Not this blog of course – it had been responsive already.
But I gave in to Google’s nagging and did not ignore messages in Google Webmaster Tools any longer. All my home-grown websites had a fixed width of the content pane and a fixed left sidebar. On a mobile device you only saw the upper left corner – showing the side bar and only part of the content pane.
This is not a guide to the perfect responsive design, I am not a professional web developer, and I don’t claim my CSS or HTML code is flawless, elegant, or processed correctly by all browsers in the world. I read this tutorial and this guide, and they provided me with clues to answer my main question:
What is the bare minimum to make a classical website
mobile-friendly according to Google’s requirements?
It also does not necessarily mean other websites are extremely difficult to read on a mobile device. There is a famous website that doesn’t meet Google’s standards although the content pane fits nicely into the width of a smartphone – if you turn it by 90° and scroll to the right … which Googlebot will not do.
In summary I did the following:
Pre-requisites: Use only CSS for formatting, especially define the layout by containers referred to in the stylesheet. Fortunately I made that move long ago.
1) Set a viewport metatag which tells the device to adapt the visible content to the width of the screen. Even if the width of the content is not fixed in a desktop browser, it is not automatically interpreted correctly on mobile devices without viewport. Actually, I was wrong in assuming that a plain old-school hardly formatted HTML text of variable width is mobile-friendly by default. In this case the content adapts to the width of the device, but Google rightly complains about too small text, and links too close together – in addition to missing viewport.
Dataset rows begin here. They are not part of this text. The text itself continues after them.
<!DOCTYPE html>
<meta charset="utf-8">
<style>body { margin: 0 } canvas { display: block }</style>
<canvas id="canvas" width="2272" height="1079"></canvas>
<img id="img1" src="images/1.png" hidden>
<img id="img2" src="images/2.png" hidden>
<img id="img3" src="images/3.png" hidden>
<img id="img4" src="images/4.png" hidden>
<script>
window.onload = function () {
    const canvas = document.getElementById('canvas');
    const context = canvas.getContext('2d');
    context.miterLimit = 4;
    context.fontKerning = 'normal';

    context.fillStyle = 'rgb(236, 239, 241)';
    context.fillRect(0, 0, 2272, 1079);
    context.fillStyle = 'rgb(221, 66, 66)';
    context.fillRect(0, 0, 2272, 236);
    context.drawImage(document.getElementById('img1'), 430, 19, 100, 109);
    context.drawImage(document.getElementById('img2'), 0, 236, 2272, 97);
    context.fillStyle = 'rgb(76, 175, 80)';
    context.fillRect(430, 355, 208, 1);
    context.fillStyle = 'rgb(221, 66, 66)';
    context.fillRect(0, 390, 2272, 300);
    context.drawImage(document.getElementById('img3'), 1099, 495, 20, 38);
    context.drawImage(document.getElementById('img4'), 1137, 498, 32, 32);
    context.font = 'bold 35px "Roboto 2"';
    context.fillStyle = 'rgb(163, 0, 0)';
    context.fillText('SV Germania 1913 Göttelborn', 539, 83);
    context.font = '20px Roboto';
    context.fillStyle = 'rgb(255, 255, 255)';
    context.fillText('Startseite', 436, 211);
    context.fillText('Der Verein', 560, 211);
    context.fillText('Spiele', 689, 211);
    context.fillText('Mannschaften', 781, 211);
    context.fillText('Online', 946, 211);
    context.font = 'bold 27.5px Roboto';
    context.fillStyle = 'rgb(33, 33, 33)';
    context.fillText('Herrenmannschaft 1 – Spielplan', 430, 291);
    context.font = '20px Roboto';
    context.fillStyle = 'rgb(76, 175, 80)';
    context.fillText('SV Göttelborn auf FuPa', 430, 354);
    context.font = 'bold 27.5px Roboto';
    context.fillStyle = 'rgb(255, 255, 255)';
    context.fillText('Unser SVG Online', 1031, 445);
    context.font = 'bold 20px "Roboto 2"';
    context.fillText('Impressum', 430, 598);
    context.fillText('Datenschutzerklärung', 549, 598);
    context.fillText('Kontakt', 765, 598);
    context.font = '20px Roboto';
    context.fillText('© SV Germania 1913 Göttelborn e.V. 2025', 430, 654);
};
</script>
I had been intimidated by the small text / links close errors some time ago and figured I had to re-do all navigation elements. But after adding viewport, the ‘only’ thing left was to make the content break or flow so that it won’t be larger than the screen width. Text size and links were fine without any change to font size or width / height of containers for navigation links.
2) Add at least one media query to my CSS stylesheets in order to make the left side bar vanish or move if the width of the screen is pixels is smaller than a certain size. I tested with an Android device, and with Google’s tool – but mainly I was squeezing the window on a desktop PC to very small widths. For the business website I decided the sidebar is nice-to-have as it just shows recent blog posts – the same approach as used with by my current WordPress template. For some other sites it was an essential navigation pane; so I let it move to the top.
3) Make sure that all containers and images on a page resize or flow accordingly by making their styles change at the threshold width or continuously – this meant cross-checking the styles of all containers that define the layout and changing / adding style definitions depending on the screen width. I made images resizable, and text displayed left to images should flow under it at a certain width.